Dataset entries =
>>>>
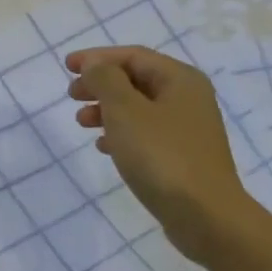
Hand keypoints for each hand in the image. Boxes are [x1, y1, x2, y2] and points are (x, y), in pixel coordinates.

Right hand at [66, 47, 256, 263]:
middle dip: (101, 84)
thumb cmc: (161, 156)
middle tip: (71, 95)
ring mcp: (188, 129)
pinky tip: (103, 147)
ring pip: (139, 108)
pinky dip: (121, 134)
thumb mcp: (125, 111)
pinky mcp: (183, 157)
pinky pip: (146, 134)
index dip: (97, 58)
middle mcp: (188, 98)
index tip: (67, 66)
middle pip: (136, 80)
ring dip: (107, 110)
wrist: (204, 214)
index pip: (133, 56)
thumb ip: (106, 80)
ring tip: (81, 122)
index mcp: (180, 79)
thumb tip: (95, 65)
<<<<
>>>>
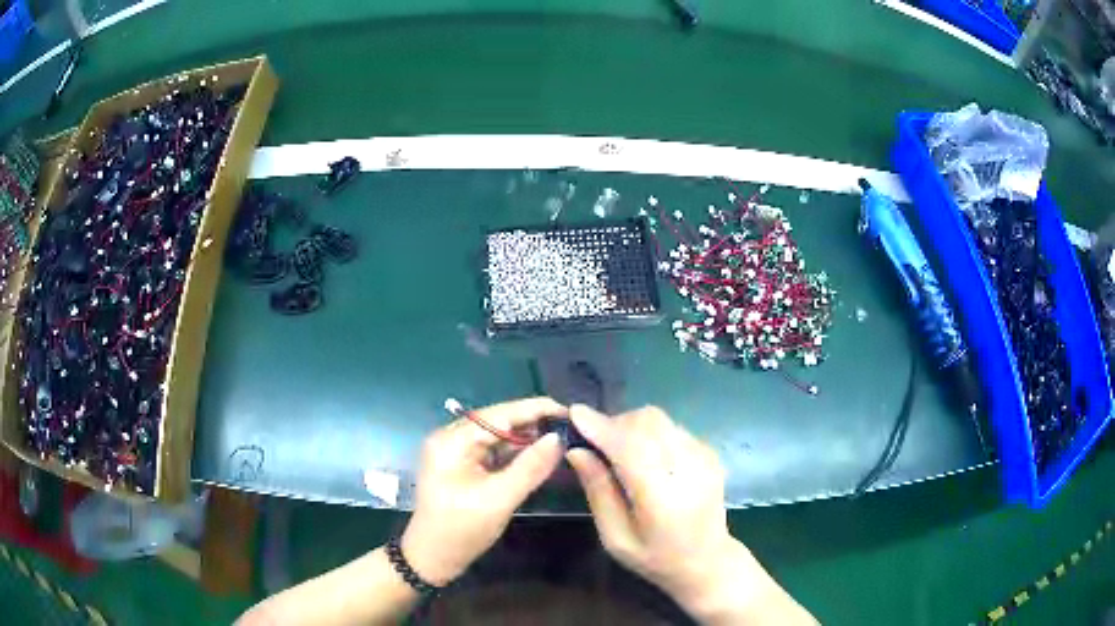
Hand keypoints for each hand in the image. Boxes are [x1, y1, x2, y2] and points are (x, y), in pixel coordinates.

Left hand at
<<<<
Goal of the exercise = Only the lines above starting with the one with "pinky tip: (103, 147)" and going through the one with "thumb tip: (95, 65)" are to be copied, word for word and with both ends kept.

Answer to this task =
pinky tip: (103, 147)
ring pip: (139, 108)
pinky dip: (121, 134)
thumb mcp: (125, 111)
pinky mcp: (183, 157)
pinky pip: (146, 134)
index dip: (97, 58)
middle mcp: (188, 98)
index tip: (67, 66)
middle pip: (136, 80)
ring dip: (107, 110)
wrist: (204, 214)
index pip: (133, 56)
thumb ip: (106, 80)
ring tip: (81, 122)
index mcp: (180, 79)
thumb tip: (95, 65)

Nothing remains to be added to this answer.